EXERCISE :: Would you please restate all of the entries exactly, apart from the pictures?

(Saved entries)
------------------------------------

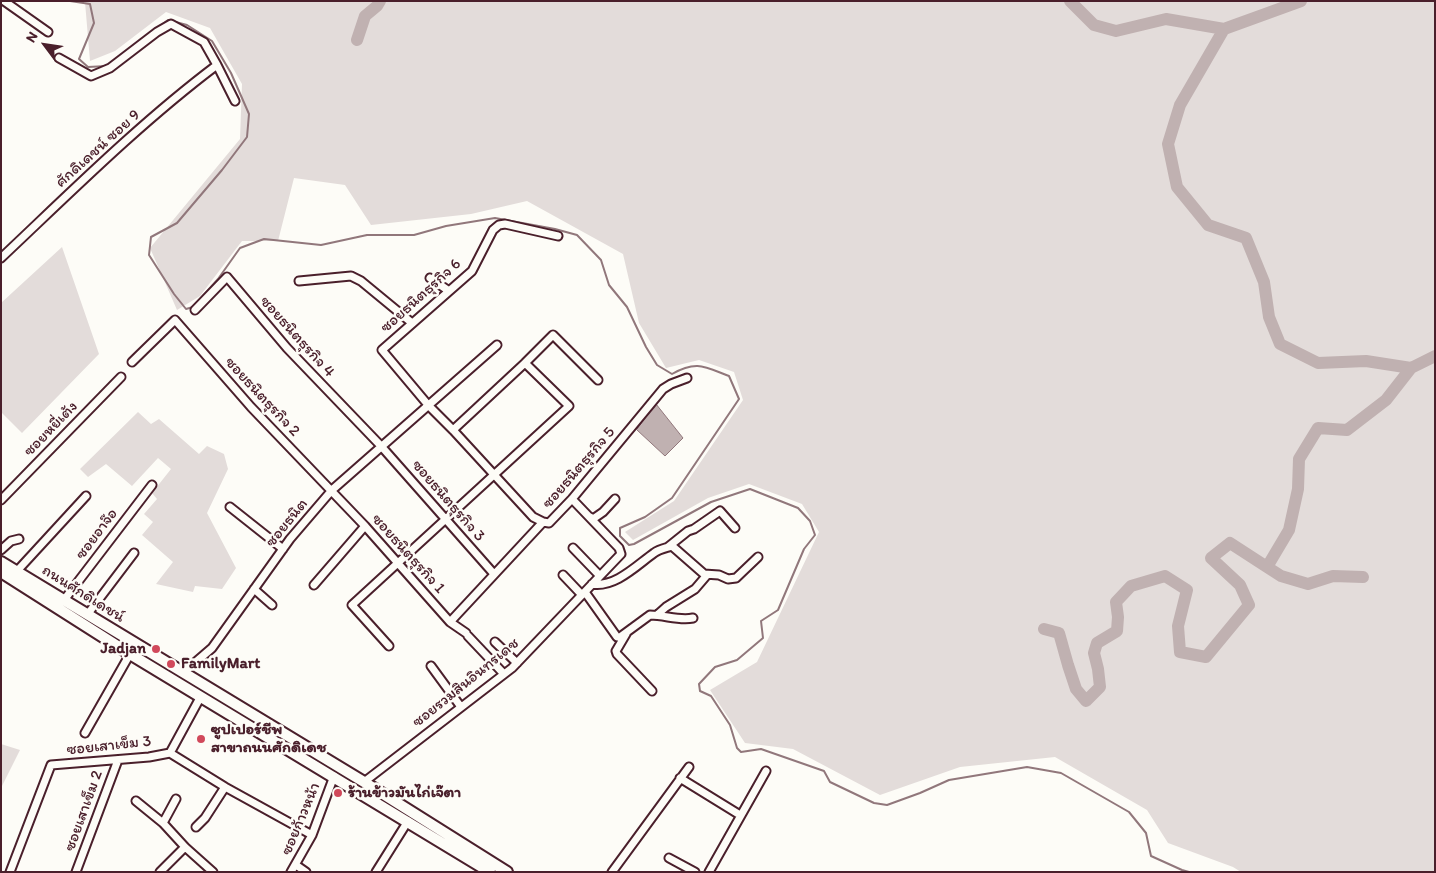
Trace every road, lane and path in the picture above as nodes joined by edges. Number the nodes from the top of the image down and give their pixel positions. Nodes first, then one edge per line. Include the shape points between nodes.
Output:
1 (4, 1) edge
2 (48, 32) dead end
3 (58, 58) dead end
4 (217, 65) junction
5 (235, 101) dead end
6 (558, 236) dead end
7 (1, 258) edge
8 (430, 278) dead end
9 (299, 281) dead end
10 (449, 291) junction
11 (194, 310) dead end
12 (412, 323) junction
13 (497, 345) dead end
14 (132, 362) dead end
15 (525, 363) junction
16 (121, 377) dead end
17 (688, 378) dead end
18 (598, 380) dead end
19 (429, 406) junction
20 (453, 430) junction
21 (381, 446) junction
22 (494, 474) junction
23 (152, 485) dead end
24 (332, 490) junction
25 (86, 496) dead end
26 (572, 499) junction
27 (615, 499) dead end
28 (1, 500) edge
29 (230, 507) dead end
30 (589, 517) junction
31 (445, 519) junction
32 (542, 522) junction
33 (365, 526) junction
34 (735, 528) dead end
35 (19, 539) dead end
36 (668, 547) junction
37 (573, 548) dead end
38 (283, 549) junction
39 (1, 550) edge
40 (134, 554) dead end
41 (758, 557) dead end
42 (1, 562) edge
43 (396, 563) junction
44 (17, 571) junction
45 (1, 572) edge
46 (494, 574) junction
47 (563, 575) dead end
48 (707, 575) junction
49 (600, 576) junction
50 (592, 584) junction
51 (314, 585) dead end
52 (254, 589) junction
53 (584, 593) junction
54 (64, 600) junction
55 (272, 605) dead end
56 (87, 615) junction
57 (657, 615) junction
58 (693, 618) dead end
59 (450, 622) junction
60 (627, 632) junction
61 (495, 642) dead end
62 (389, 646) dead end
63 (130, 654) junction
64 (517, 663) junction
65 (431, 666) dead end
66 (183, 673) junction
67 (504, 674) junction
68 (652, 692) dead end
69 (201, 696) junction
70 (461, 707) junction
71 (85, 733) dead end
72 (170, 753) junction
73 (118, 760) junction
74 (689, 767) dead end
75 (766, 771) dead end
76 (334, 776) junction
77 (680, 778) junction
78 (364, 782) junction
79 (225, 786) junction
80 (176, 799) dead end
81 (136, 802) dead end
82 (740, 815) junction
83 (408, 821) junction
84 (163, 823) junction
85 (196, 827) dead end
86 (312, 835) junction
87 (184, 847) junction
88 (669, 858) dead end
89 (296, 865) junction
90 (10, 872) edge
91 (76, 872) edge
92 (160, 872) edge
93 (212, 872) edge
94 (291, 872) edge
95 (306, 872) edge
96 (376, 872) edge
97 (490, 872) edge
98 (507, 872) edge
99 (612, 872) edge
100 (695, 872) edge
101 (709, 872) edge

1 - 2 street
3 - 4 street via 91,76 110,68 171,24 204,42
4 - 5 street
4 - 7 street, ศักดิเดชน์ ซอย 9 via 182,92
6 - 10 street, ซอยธนิตธุรกิจ 6 via 499,225 493,230 472,271
8 - 10 street
9 - 12 street via 351,276 362,281
10 - 12 street, ซอยธนิตธุรกิจ 6
11 - 21 street, ซอยธนิตธุรกิจ 4 via 227,277 287,348
12 - 19 street, ซอยธนิตธุรกิจ 6 via 382,350
13 - 19 street, ซอยธนิต
14 - 24 street, ซอยธนิตธุรกิจ 2 via 175,320 251,406
15 - 18 street via 553,335
15 - 20 street
15 - 22 street via 569,406
16 - 28 street, ซอยหยี่เต้ง
17 - 26 street, ซอยธนิตธุรกิจ 5 via 663,389
19 - 20 street, ซอยธนิตธุรกิจ 5
19 - 21 street, ซอยธนิต
20 - 22 street, ซอยธนิตธุรกิจ 5
21 - 24 street, ซอยธนิต
21 - 31 street, ซอยธนิตธุรกิจ 3
22 - 31 street
22 - 32 street, ซอยธนิตธุรกิจ 5 via 533,517
23 - 54 street, ซอยอาจ๊อ
24 - 33 street, ซอยธนิตธุรกิจ 1
24 - 38 street, ซอยธนิต
25 - 44 street
26 - 30 street
26 - 32 street, ซอยธนิตธุรกิจ 5 via 549,523
27 - 30 street via 601,514 593,519
29 - 38 street
30 - 49 street, ซอยรวมสินอินทรเดช via 621,554
31 - 43 street
31 - 46 street, ซอยธนิตธุรกิจ 3
32 - 46 street
33 - 43 street, ซอยธนิตธุรกิจ 1
33 - 51 street
34 - 36 street via 720,510
35 - 39 street
36 - 48 street via 675,548
36 - 50 street via 610,582
37 - 49 street
38 - 52 street, ซอยธนิต
40 - 56 street
41 - 48 street via 736,578
42 - 44 main road, ถนนศักดิเดชน์
43 - 59 street, ซอยธนิตธุรกิจ 1
43 - 62 street via 352,605
44 - 54 main road, ถนนศักดิเดชน์
45 - 63 main road, ถนนศักดิเดชน์
46 - 59 street
47 - 53 street
48 - 57 street via 695,589
49 - 50 street, ซอยรวมสินอินทรเดช
50 - 53 street, ซอยรวมสินอินทรเดช
52 - 55 street
52 - 66 street, ซอยธนิต via 212,648
53 - 60 street via 616,636
53 - 64 street, ซอยรวมสินอินทรเดช
54 - 56 main road, ถนนศักดิเดชน์
56 - 66 main road, ถนนศักดิเดชน์
57 - 58 street via 686,620
57 - 60 street via 650,615
59 - 67 street, ซอยธนิตธุรกิจ 1
60 - 68 street via 616,652
61 - 64 street
63 - 69 main road, ถนนศักดิเดชน์
63 - 71 street
64 - 67 street, ซอยรวมสินอินทรเดช
65 - 70 street
66 - 78 main road, ถนนศักดิเดชน์
67 - 70 street, ซอยรวมสินอินทรเดช
69 - 72 street
69 - 76 main road, ถนนศักดิเดชน์
70 - 78 street, ซอยรวมสินอินทรเดช
72 - 73 street, ซอยเสาเข็ม 3
72 - 79 street
73 - 90 street, ซอยเสาเข็ม 3 via 51,766
73 - 91 street, ซอยเสาเข็ม 2
74 - 77 street
75 - 82 street
76 - 83 main road, ถนนศักดิเดชน์
76 - 86 street, ซอยก้าวหน้า
77 - 82 street
77 - 99 street
78 - 98 main road, ถนนศักดิเดชน์
79 - 85 street
79 - 86 street
80 - 84 street
81 - 84 street
82 - 101 street
83 - 96 street
83 - 97 main road, ถนนศักดิเดชน์
84 - 87 street
86 - 89 street, ซอยก้าวหน้า
87 - 92 street
87 - 93 street
88 - 100 street
89 - 94 street, ซอยก้าวหน้า
89 - 95 street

------------------------------------

RESPONSE BOX ::
Trace every road, lane and path in the picture above as nodes joined by edges. Number the nodes from the top of the image down and give their pixel positions. Nodes first, then one edge per line. Include the shape points between nodes.
Output:
1 (4, 1) edge
2 (48, 32) dead end
3 (58, 58) dead end
4 (217, 65) junction
5 (235, 101) dead end
6 (558, 236) dead end
7 (1, 258) edge
8 (430, 278) dead end
9 (299, 281) dead end
10 (449, 291) junction
11 (194, 310) dead end
12 (412, 323) junction
13 (497, 345) dead end
14 (132, 362) dead end
15 (525, 363) junction
16 (121, 377) dead end
17 (688, 378) dead end
18 (598, 380) dead end
19 (429, 406) junction
20 (453, 430) junction
21 (381, 446) junction
22 (494, 474) junction
23 (152, 485) dead end
24 (332, 490) junction
25 (86, 496) dead end
26 (572, 499) junction
27 (615, 499) dead end
28 (1, 500) edge
29 (230, 507) dead end
30 (589, 517) junction
31 (445, 519) junction
32 (542, 522) junction
33 (365, 526) junction
34 (735, 528) dead end
35 (19, 539) dead end
36 (668, 547) junction
37 (573, 548) dead end
38 (283, 549) junction
39 (1, 550) edge
40 (134, 554) dead end
41 (758, 557) dead end
42 (1, 562) edge
43 (396, 563) junction
44 (17, 571) junction
45 (1, 572) edge
46 (494, 574) junction
47 (563, 575) dead end
48 (707, 575) junction
49 (600, 576) junction
50 (592, 584) junction
51 (314, 585) dead end
52 (254, 589) junction
53 (584, 593) junction
54 (64, 600) junction
55 (272, 605) dead end
56 (87, 615) junction
57 (657, 615) junction
58 (693, 618) dead end
59 (450, 622) junction
60 (627, 632) junction
61 (495, 642) dead end
62 (389, 646) dead end
63 (130, 654) junction
64 (517, 663) junction
65 (431, 666) dead end
66 (183, 673) junction
67 (504, 674) junction
68 (652, 692) dead end
69 (201, 696) junction
70 (461, 707) junction
71 (85, 733) dead end
72 (170, 753) junction
73 (118, 760) junction
74 (689, 767) dead end
75 (766, 771) dead end
76 (334, 776) junction
77 (680, 778) junction
78 (364, 782) junction
79 (225, 786) junction
80 (176, 799) dead end
81 (136, 802) dead end
82 (740, 815) junction
83 (408, 821) junction
84 (163, 823) junction
85 (196, 827) dead end
86 (312, 835) junction
87 (184, 847) junction
88 (669, 858) dead end
89 (296, 865) junction
90 (10, 872) edge
91 (76, 872) edge
92 (160, 872) edge
93 (212, 872) edge
94 (291, 872) edge
95 (306, 872) edge
96 (376, 872) edge
97 (490, 872) edge
98 (507, 872) edge
99 (612, 872) edge
100 (695, 872) edge
101 (709, 872) edge

1 - 2 street
3 - 4 street via 91,76 110,68 171,24 204,42
4 - 5 street
4 - 7 street, ศักดิเดชน์ ซอย 9 via 182,92
6 - 10 street, ซอยธนิตธุรกิจ 6 via 499,225 493,230 472,271
8 - 10 street
9 - 12 street via 351,276 362,281
10 - 12 street, ซอยธนิตธุรกิจ 6
11 - 21 street, ซอยธนิตธุรกิจ 4 via 227,277 287,348
12 - 19 street, ซอยธนิตธุรกิจ 6 via 382,350
13 - 19 street, ซอยธนิต
14 - 24 street, ซอยธนิตธุรกิจ 2 via 175,320 251,406
15 - 18 street via 553,335
15 - 20 street
15 - 22 street via 569,406
16 - 28 street, ซอยหยี่เต้ง
17 - 26 street, ซอยธนิตธุรกิจ 5 via 663,389
19 - 20 street, ซอยธนิตธุรกิจ 5
19 - 21 street, ซอยธนิต
20 - 22 street, ซอยธนิตธุรกิจ 5
21 - 24 street, ซอยธนิต
21 - 31 street, ซอยธนิตธุรกิจ 3
22 - 31 street
22 - 32 street, ซอยธนิตธุรกิจ 5 via 533,517
23 - 54 street, ซอยอาจ๊อ
24 - 33 street, ซอยธนิตธุรกิจ 1
24 - 38 street, ซอยธนิต
25 - 44 street
26 - 30 street
26 - 32 street, ซอยธนิตธุรกิจ 5 via 549,523
27 - 30 street via 601,514 593,519
29 - 38 street
30 - 49 street, ซอยรวมสินอินทรเดช via 621,554
31 - 43 street
31 - 46 street, ซอยธนิตธุรกิจ 3
32 - 46 street
33 - 43 street, ซอยธนิตธุรกิจ 1
33 - 51 street
34 - 36 street via 720,510
35 - 39 street
36 - 48 street via 675,548
36 - 50 street via 610,582
37 - 49 street
38 - 52 street, ซอยธนิต
40 - 56 street
41 - 48 street via 736,578
42 - 44 main road, ถนนศักดิเดชน์
43 - 59 street, ซอยธนิตธุรกิจ 1
43 - 62 street via 352,605
44 - 54 main road, ถนนศักดิเดชน์
45 - 63 main road, ถนนศักดิเดชน์
46 - 59 street
47 - 53 street
48 - 57 street via 695,589
49 - 50 street, ซอยรวมสินอินทรเดช
50 - 53 street, ซอยรวมสินอินทรเดช
52 - 55 street
52 - 66 street, ซอยธนิต via 212,648
53 - 60 street via 616,636
53 - 64 street, ซอยรวมสินอินทรเดช
54 - 56 main road, ถนนศักดิเดชน์
56 - 66 main road, ถนนศักดิเดชน์
57 - 58 street via 686,620
57 - 60 street via 650,615
59 - 67 street, ซอยธนิตธุรกิจ 1
60 - 68 street via 616,652
61 - 64 street
63 - 69 main road, ถนนศักดิเดชน์
63 - 71 street
64 - 67 street, ซอยรวมสินอินทรเดช
65 - 70 street
66 - 78 main road, ถนนศักดิเดชน์
67 - 70 street, ซอยรวมสินอินทรเดช
69 - 72 street
69 - 76 main road, ถนนศักดิเดชน์
70 - 78 street, ซอยรวมสินอินทรเดช
72 - 73 street, ซอยเสาเข็ม 3
72 - 79 street
73 - 90 street, ซอยเสาเข็ม 3 via 51,766
73 - 91 street, ซอยเสาเข็ม 2
74 - 77 street
75 - 82 street
76 - 83 main road, ถนนศักดิเดชน์
76 - 86 street, ซอยก้าวหน้า
77 - 82 street
77 - 99 street
78 - 98 main road, ถนนศักดิเดชน์
79 - 85 street
79 - 86 street
80 - 84 street
81 - 84 street
82 - 101 street
83 - 96 street
83 - 97 main road, ถนนศักดิเดชน์
84 - 87 street
86 - 89 street, ซอยก้าวหน้า
87 - 92 street
87 - 93 street
88 - 100 street
89 - 94 street, ซอยก้าวหน้า
89 - 95 street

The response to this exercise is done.